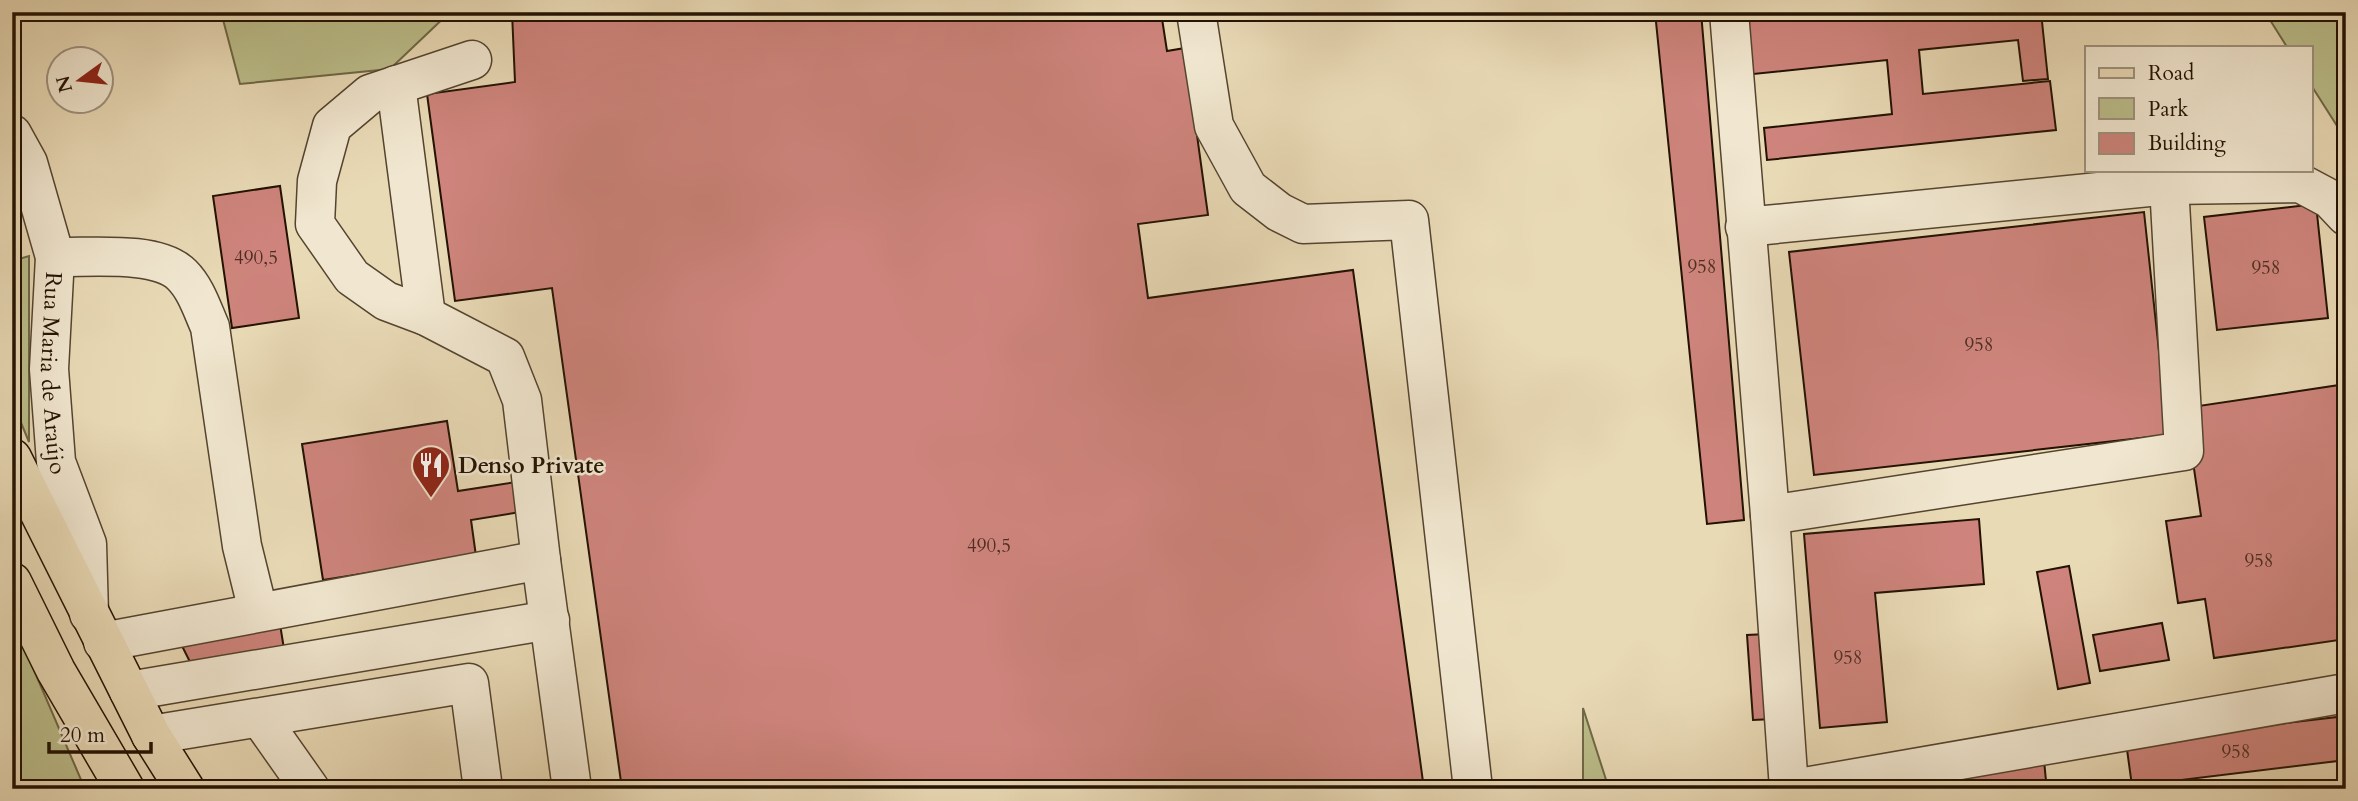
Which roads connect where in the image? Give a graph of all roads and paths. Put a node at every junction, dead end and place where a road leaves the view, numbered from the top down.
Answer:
1 (1196, 12) edge
2 (1729, 12) edge
3 (472, 60) dead end
4 (396, 85) junction
5 (20, 148) edge
6 (2169, 185) junction
7 (2346, 216) edge
8 (12, 225) edge
9 (1745, 227) junction
10 (55, 257) junction
11 (426, 317) junction
12 (12, 458) edge
13 (1770, 515) junction
14 (541, 560) junction
15 (12, 582) edge
16 (257, 611) junction
17 (550, 620) junction
18 (96, 628) junction
19 (129, 691) junction
20 (2346, 693) edge
21 (260, 718) junction
22 (151, 735) junction
23 (125, 789) edge
24 (185, 789) edge
25 (310, 789) edge
26 (483, 789) edge
27 (572, 789) edge
28 (1473, 789) edge
29 (1791, 789) edge

1 - 28 street
2 - 9 street
3 - 4 street
4 - 11 street
4 - 11 street
5 - 8 street
5 - 10 street, Rua Maria de Araújo
6 - 7 street
6 - 9 street
6 - 13 street
9 - 13 street
10 - 16 street
10 - 18 street, Rua Maria de Araújo
11 - 14 street
12 - 18 main road
13 - 29 street
14 - 16 street
14 - 17 street
15 - 23 main road
16 - 18 street
17 - 19 street
17 - 27 street
18 - 19 main road
19 - 22 main road
20 - 29 street
21 - 22 street
21 - 25 street
21 - 26 street
22 - 24 main road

———

> **Work order**:
The data must be repeated exactly. Any pictures in it are to be left out.

> **Answer box**:
Which roads connect where in the image? Give a graph of all roads and paths. Put a node at every junction, dead end and place where a road leaves the view, numbered from the top down.
Answer:
1 (1196, 12) edge
2 (1729, 12) edge
3 (472, 60) dead end
4 (396, 85) junction
5 (20, 148) edge
6 (2169, 185) junction
7 (2346, 216) edge
8 (12, 225) edge
9 (1745, 227) junction
10 (55, 257) junction
11 (426, 317) junction
12 (12, 458) edge
13 (1770, 515) junction
14 (541, 560) junction
15 (12, 582) edge
16 (257, 611) junction
17 (550, 620) junction
18 (96, 628) junction
19 (129, 691) junction
20 (2346, 693) edge
21 (260, 718) junction
22 (151, 735) junction
23 (125, 789) edge
24 (185, 789) edge
25 (310, 789) edge
26 (483, 789) edge
27 (572, 789) edge
28 (1473, 789) edge
29 (1791, 789) edge

1 - 28 street
2 - 9 street
3 - 4 street
4 - 11 street
4 - 11 street
5 - 8 street
5 - 10 street, Rua Maria de Araújo
6 - 7 street
6 - 9 street
6 - 13 street
9 - 13 street
10 - 16 street
10 - 18 street, Rua Maria de Araújo
11 - 14 street
12 - 18 main road
13 - 29 street
14 - 16 street
14 - 17 street
15 - 23 main road
16 - 18 street
17 - 19 street
17 - 27 street
18 - 19 main road
19 - 22 main road
20 - 29 street
21 - 22 street
21 - 25 street
21 - 26 street
22 - 24 main road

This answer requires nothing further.